Material shown:
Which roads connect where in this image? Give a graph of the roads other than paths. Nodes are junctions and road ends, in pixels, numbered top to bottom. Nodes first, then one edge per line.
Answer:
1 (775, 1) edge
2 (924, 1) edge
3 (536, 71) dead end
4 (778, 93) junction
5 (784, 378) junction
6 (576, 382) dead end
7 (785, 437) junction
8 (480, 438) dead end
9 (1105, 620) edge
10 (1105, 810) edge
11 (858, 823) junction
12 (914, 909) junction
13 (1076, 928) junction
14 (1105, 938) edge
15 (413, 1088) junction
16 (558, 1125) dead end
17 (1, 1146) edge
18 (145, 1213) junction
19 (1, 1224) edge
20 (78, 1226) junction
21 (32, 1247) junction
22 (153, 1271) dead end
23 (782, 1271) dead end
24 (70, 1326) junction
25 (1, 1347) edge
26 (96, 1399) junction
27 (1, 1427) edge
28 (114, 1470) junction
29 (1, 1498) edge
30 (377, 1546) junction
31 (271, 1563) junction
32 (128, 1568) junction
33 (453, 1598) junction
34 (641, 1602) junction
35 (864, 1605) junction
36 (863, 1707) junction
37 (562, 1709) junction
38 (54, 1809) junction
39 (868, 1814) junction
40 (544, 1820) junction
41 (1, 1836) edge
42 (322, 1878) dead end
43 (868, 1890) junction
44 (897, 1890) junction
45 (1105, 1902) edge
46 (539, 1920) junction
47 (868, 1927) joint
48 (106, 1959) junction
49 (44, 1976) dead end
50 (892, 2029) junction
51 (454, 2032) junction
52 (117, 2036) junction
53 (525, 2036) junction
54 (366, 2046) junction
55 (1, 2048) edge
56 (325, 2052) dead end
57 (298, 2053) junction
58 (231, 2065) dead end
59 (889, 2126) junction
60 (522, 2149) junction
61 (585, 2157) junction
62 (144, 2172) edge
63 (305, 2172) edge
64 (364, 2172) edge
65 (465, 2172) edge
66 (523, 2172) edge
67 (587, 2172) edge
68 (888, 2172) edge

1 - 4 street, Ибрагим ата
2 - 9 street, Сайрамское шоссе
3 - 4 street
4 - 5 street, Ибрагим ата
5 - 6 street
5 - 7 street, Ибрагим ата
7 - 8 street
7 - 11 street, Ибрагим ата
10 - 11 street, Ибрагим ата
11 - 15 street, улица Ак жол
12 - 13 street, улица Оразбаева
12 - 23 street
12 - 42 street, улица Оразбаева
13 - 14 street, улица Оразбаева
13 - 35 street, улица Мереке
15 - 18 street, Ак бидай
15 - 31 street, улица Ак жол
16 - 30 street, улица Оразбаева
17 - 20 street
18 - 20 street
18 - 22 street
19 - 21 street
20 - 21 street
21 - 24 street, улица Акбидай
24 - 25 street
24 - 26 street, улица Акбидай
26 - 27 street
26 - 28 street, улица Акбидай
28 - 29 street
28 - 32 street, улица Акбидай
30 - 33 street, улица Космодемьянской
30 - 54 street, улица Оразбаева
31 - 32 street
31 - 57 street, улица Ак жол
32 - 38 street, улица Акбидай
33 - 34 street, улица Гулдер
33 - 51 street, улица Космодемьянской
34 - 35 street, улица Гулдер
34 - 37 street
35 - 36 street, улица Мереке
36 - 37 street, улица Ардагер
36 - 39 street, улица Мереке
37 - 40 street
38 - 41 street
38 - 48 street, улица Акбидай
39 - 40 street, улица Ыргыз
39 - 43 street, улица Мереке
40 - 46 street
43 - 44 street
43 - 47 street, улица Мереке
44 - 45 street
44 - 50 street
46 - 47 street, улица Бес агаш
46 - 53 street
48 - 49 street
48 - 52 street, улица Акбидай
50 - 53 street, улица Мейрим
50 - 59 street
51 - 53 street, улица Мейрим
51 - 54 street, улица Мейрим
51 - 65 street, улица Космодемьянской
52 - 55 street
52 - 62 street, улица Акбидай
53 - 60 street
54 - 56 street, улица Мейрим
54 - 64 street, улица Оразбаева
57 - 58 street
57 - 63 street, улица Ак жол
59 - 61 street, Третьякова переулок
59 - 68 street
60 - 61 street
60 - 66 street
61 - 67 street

Task objective: Find the string "Мейрим" in the material above. Then copy each line that has it.

Reply to the exercise:
50 - 53 street, улица Мейрим
51 - 53 street, улица Мейрим
51 - 54 street, улица Мейрим
54 - 56 street, улица Мейрим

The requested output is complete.